Vraag:
Denkt u dat men in de toekomst door de materiële wetenschap tot het aannemen van de geestelijke wereld zal komen?
Antwoord:
Ik ben ervan overtuigd. En geloof mij, ik heb daarvoor verschillende redenen. Ik kan ze moeilijk allemaal gaan opsommen, maar om er enkele te geven:
De mens dringt tegenwoordig door in de wereld van de kleinste delen, de kleinste partikels en begint - zij het aarzelend - zich bezig te houden met de daartussen bestaande kracht- en attractieverhoudingen. Dit betekent dat hij zich gaat begeven in een grootorde van trilling en beweging, die op astraal gebied ligt.
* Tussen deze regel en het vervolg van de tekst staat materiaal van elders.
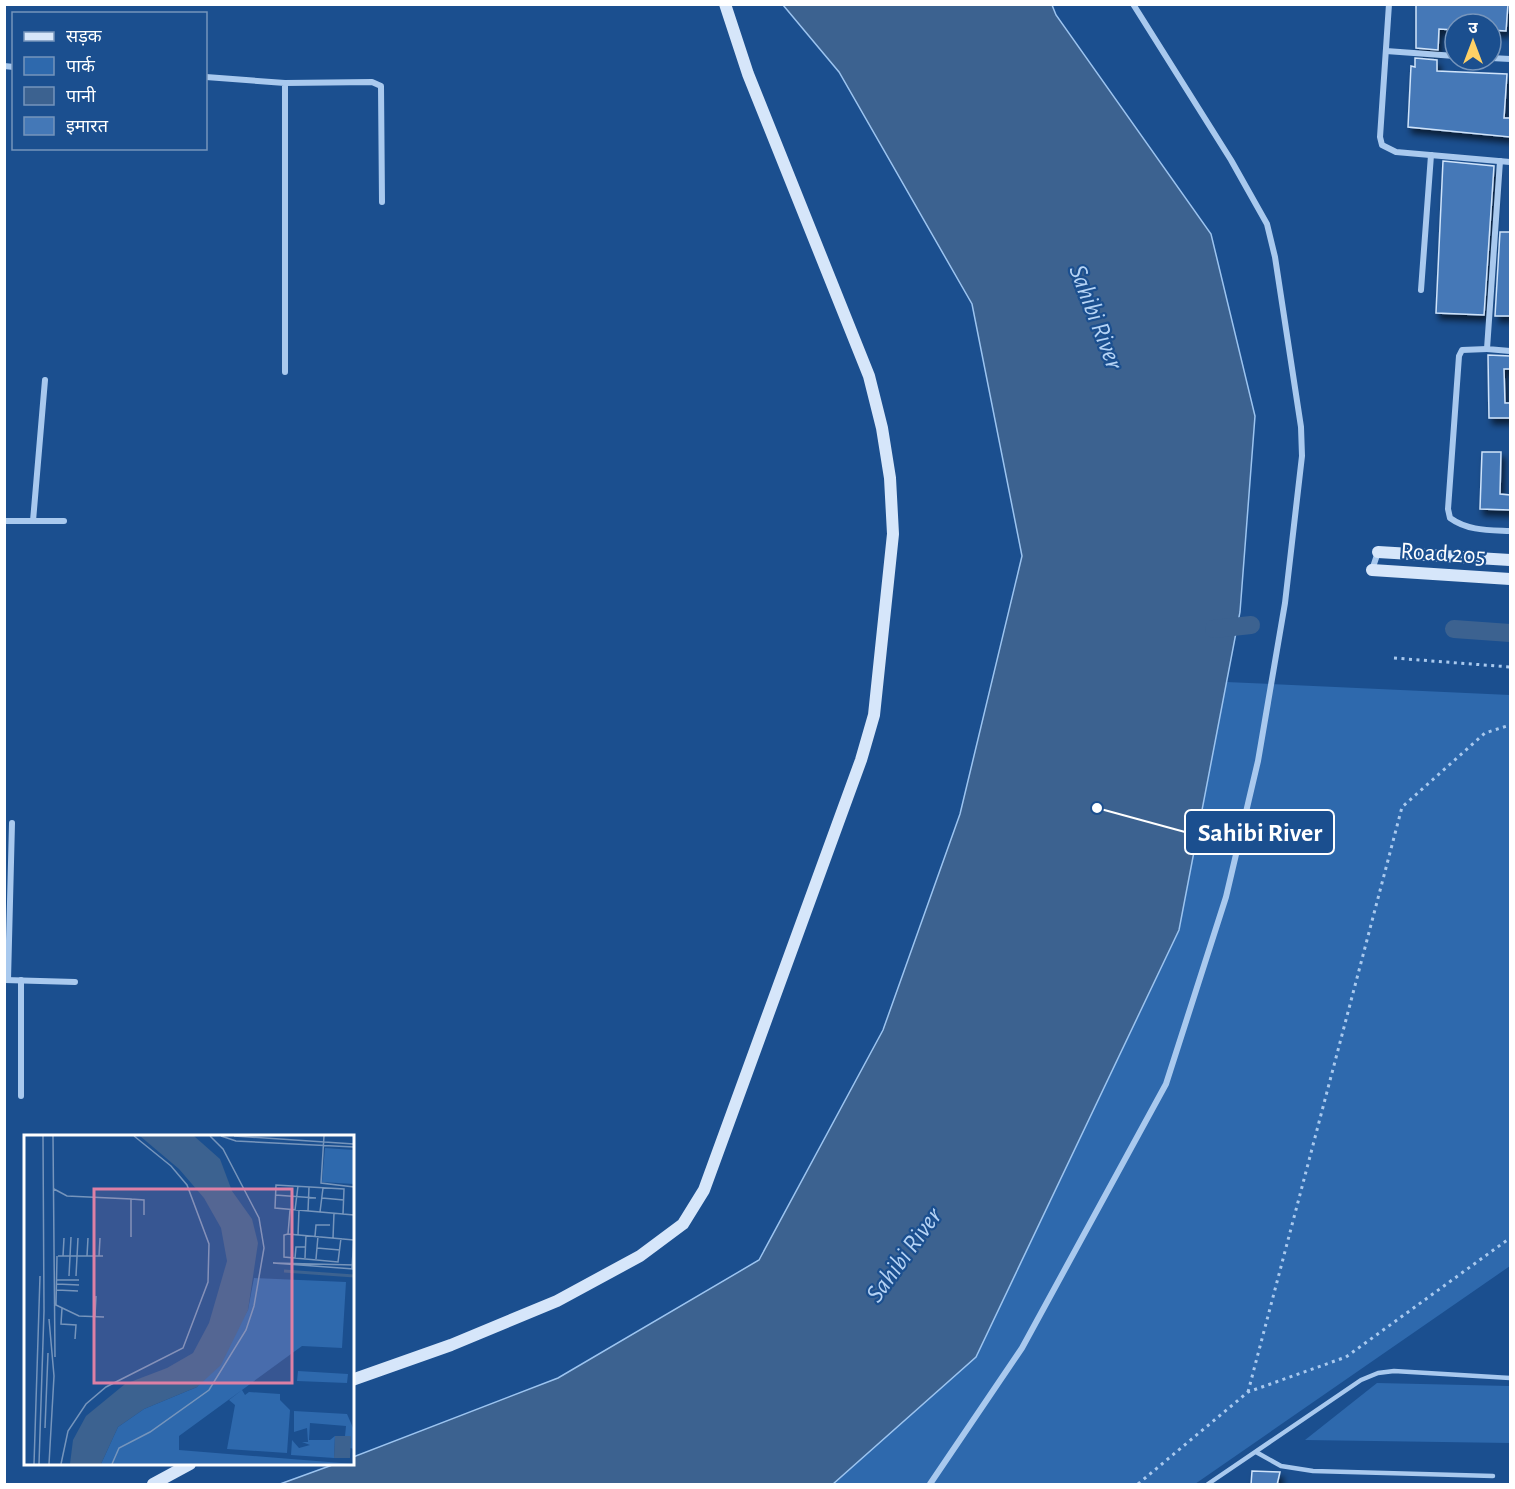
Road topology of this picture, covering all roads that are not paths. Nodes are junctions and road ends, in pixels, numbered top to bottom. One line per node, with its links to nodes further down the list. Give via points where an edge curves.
1 (725, 4): 31 (street, via 748,74 869,376 882,428 893,534 874,715 749,1071 704,1190 683,1224 640,1256 557,1301)
2 (1133, 4): 36 (street, via 1253,195 1273,246 1301,426 1302,456 1285,603 1258,761 1226,897 1166,1083 1022,1348)
3 (1389, 4): 4 (street)
4 (1386, 51): 5 (street); 8 (street, via 1382,146 1396,152)
5 (1443, 55)
6 (207, 77): 7 (street)
7 (285, 82): 11 (street, via 377,82 381,86); 15 (street)
8 (1431, 155): 9 (street); 12 (street)
9 (1500, 161): 10 (street); 13 (street)
10 (1510, 162)
11 (382, 202)
12 (1421, 290)
13 (1487, 349): 14 (street); 20 (street, via 1469,348 1459,356 1448,509 1450,518 1460,525)
14 (1510, 351)
15 (285, 372)
16 (45, 380): 18 (street)
17 (4, 520): 18 (street)
18 (33, 520): 19 (street)
19 (64, 520)
20 (1510, 531)
21 (1378, 552): 22 (street, Road 205); 23 (street)
22 (1510, 560)
23 (1372, 570): 24 (street, Road 205)
24 (1510, 579)
25 (12, 823): 26 (street)
26 (6, 980): 27 (street)
27 (21, 980): 28 (street); 29 (street)
28 (75, 982)
29 (21, 1096)
30 (1510, 1378): 32 (lane, via 1378,1373)
31 (354, 1379)
32 (1256, 1452): 34 (lane, via 1281,1466 1313,1471); 37 (lane)
33 (188, 1465): 35 (street)
34 (1493, 1476)
35 (153, 1485)
36 (930, 1485)
37 (1208, 1485)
Daar het astrale gebied de directe uitingsmogelijkheid is voor de geest, is het duidelijk dat op dit terrein eerst de onbegrijpelijke fenomena en daarna ongetwijfeld de communicaties zullen ontstaan.
Ik meen dat de huidige pogingen tot communicatie met de geest langs mechanische weg (het wordt in verscheidene landen reeds geprobeerd) tezamen met deze nieuwe ontdekkingen moeten leiden tot een contactmogelijkheid tussen wat men nu de werelden van de geest noemt en de mensheid. Ik meen dat diezelfde ontdekkingen bovendien de psychiatrie veel zullen vereenvoudigen, omdat zij in staat zal zijn bepaalde uitstralingen en hersenreacties te meten, waardoor een groot gedeelte van het onbewuste van de mens, voor zover het actief is, eveneens hoorbaar en a.h.w. zichtbaar kan worden gemaakt.
Zichtbaar niet direct in vorm maar dan toch wel in graad, in grafiekvorm.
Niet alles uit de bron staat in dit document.